Assignment: Please filter the data down to the lines that include the word "Sokak" and copy them.

(Provided data begins)

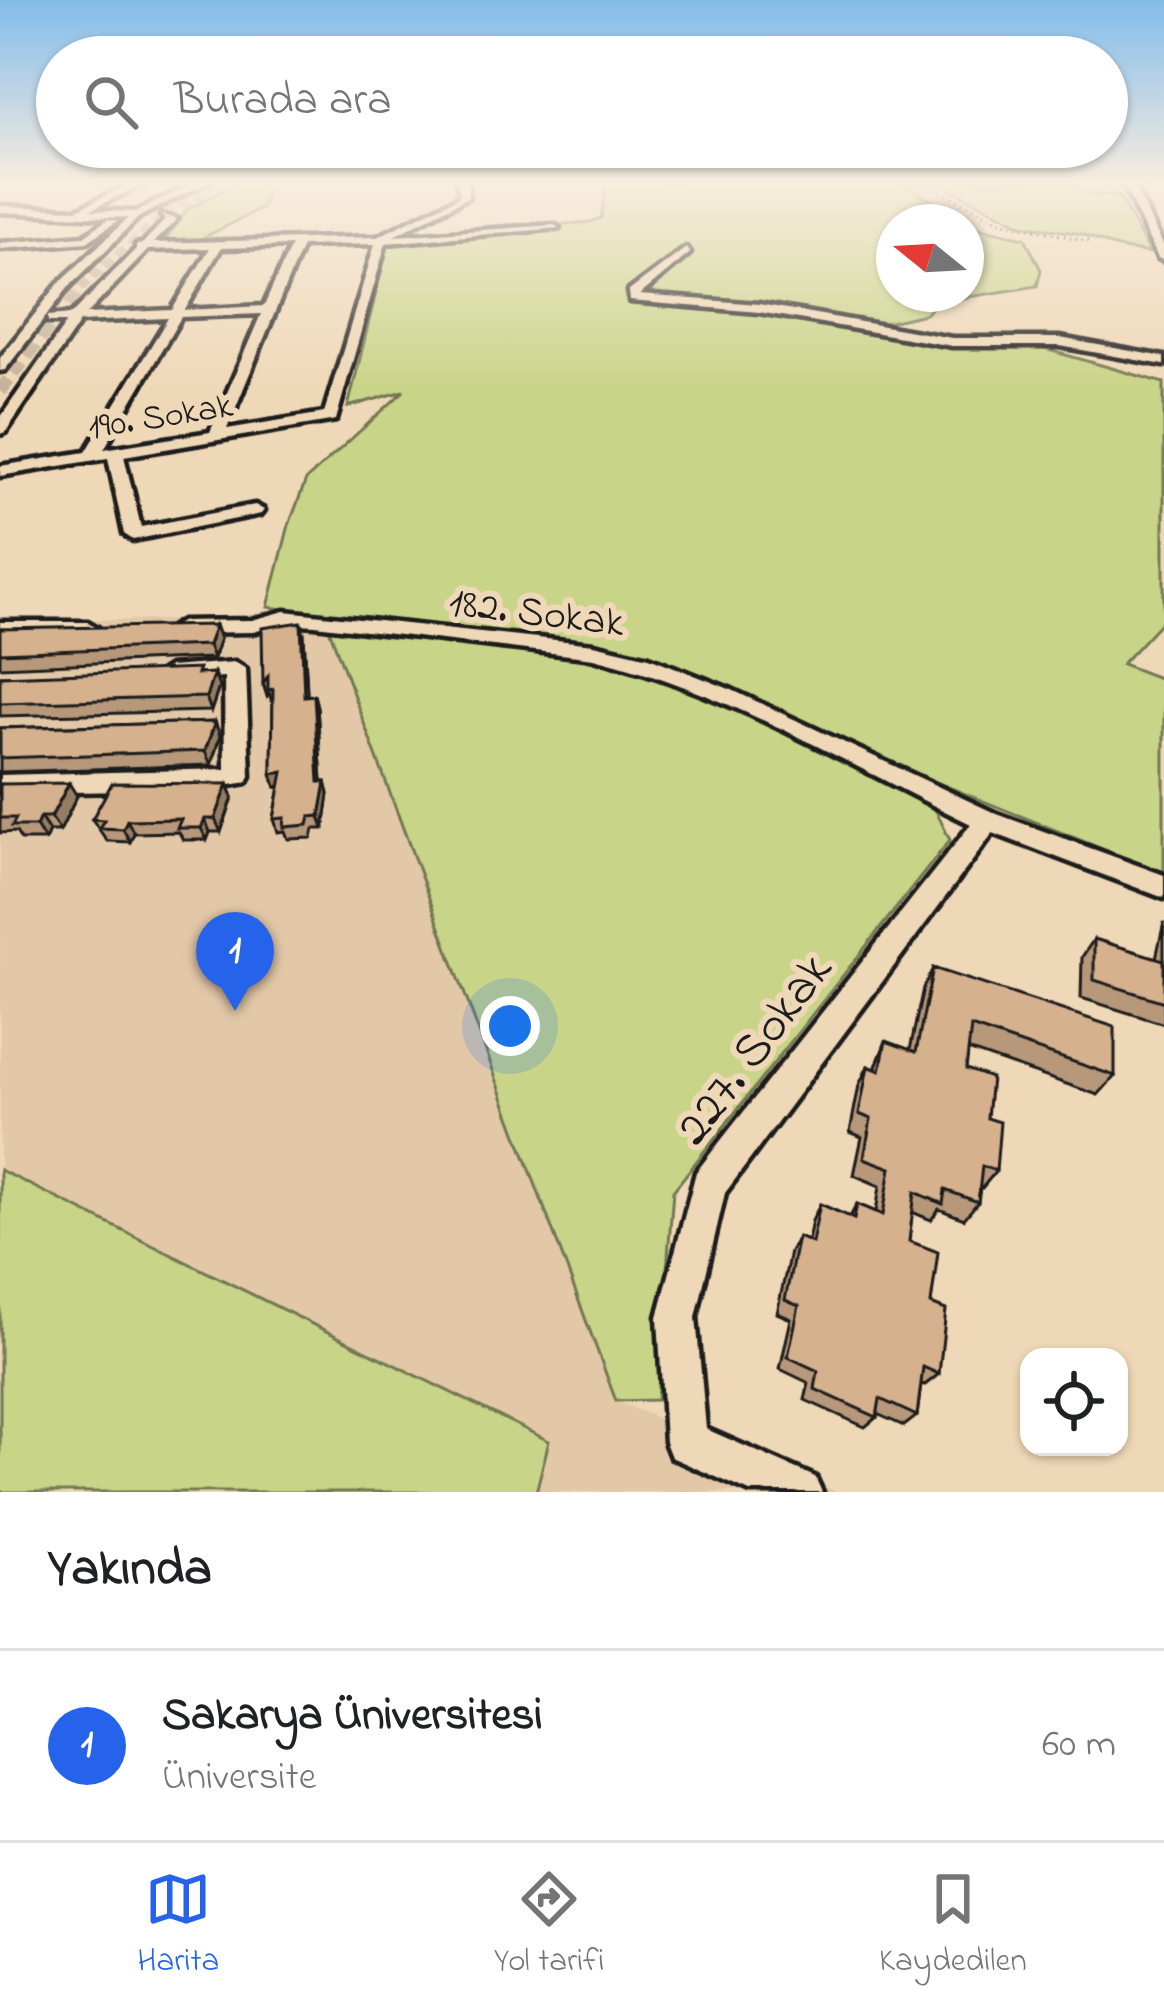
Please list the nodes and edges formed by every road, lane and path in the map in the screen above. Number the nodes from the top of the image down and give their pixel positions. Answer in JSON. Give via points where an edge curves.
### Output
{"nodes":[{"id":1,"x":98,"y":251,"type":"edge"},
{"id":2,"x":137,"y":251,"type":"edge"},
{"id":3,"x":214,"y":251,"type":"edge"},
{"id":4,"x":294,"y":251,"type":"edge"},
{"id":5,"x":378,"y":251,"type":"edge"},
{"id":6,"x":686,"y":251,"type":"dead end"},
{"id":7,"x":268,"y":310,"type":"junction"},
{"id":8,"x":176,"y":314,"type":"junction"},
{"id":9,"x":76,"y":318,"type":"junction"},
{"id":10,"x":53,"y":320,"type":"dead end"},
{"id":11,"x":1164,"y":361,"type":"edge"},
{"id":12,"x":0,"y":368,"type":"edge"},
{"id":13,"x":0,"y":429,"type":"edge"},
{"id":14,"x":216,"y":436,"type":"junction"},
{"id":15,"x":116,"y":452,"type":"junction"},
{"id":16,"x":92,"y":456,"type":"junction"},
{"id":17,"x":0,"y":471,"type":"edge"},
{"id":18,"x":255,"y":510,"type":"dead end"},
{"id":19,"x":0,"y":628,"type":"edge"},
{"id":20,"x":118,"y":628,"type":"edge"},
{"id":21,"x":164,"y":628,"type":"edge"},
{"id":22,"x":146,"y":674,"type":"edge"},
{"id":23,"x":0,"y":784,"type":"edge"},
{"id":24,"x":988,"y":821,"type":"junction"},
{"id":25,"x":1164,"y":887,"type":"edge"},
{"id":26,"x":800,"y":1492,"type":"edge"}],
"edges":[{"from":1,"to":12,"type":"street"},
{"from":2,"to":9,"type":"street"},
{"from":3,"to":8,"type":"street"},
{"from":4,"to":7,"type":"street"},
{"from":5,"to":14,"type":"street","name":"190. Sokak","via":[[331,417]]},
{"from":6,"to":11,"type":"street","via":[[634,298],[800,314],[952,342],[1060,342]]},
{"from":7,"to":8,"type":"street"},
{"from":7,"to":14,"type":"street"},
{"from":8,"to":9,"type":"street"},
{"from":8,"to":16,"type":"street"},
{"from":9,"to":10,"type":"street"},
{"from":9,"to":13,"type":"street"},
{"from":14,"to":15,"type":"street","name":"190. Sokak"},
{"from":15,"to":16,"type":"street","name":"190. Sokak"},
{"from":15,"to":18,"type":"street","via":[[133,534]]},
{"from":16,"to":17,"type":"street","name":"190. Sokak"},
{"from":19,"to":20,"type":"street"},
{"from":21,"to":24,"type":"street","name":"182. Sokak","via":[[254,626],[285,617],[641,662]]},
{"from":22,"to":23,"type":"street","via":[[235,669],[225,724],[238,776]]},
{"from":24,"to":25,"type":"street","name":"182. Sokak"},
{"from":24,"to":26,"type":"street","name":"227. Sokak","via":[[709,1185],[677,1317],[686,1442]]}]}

(Provided data ends)

Output for this exercise:
{"from":5,"to":14,"type":"street","name":"190. Sokak","via":[[331,417]]},
{"from":14,"to":15,"type":"street","name":"190. Sokak"},
{"from":15,"to":16,"type":"street","name":"190. Sokak"},
{"from":16,"to":17,"type":"street","name":"190. Sokak"},
{"from":21,"to":24,"type":"street","name":"182. Sokak","via":[[254,626],[285,617],[641,662]]},
{"from":24,"to":25,"type":"street","name":"182. Sokak"},
{"from":24,"to":26,"type":"street","name":"227. Sokak","via":[[709,1185],[677,1317],[686,1442]]}]}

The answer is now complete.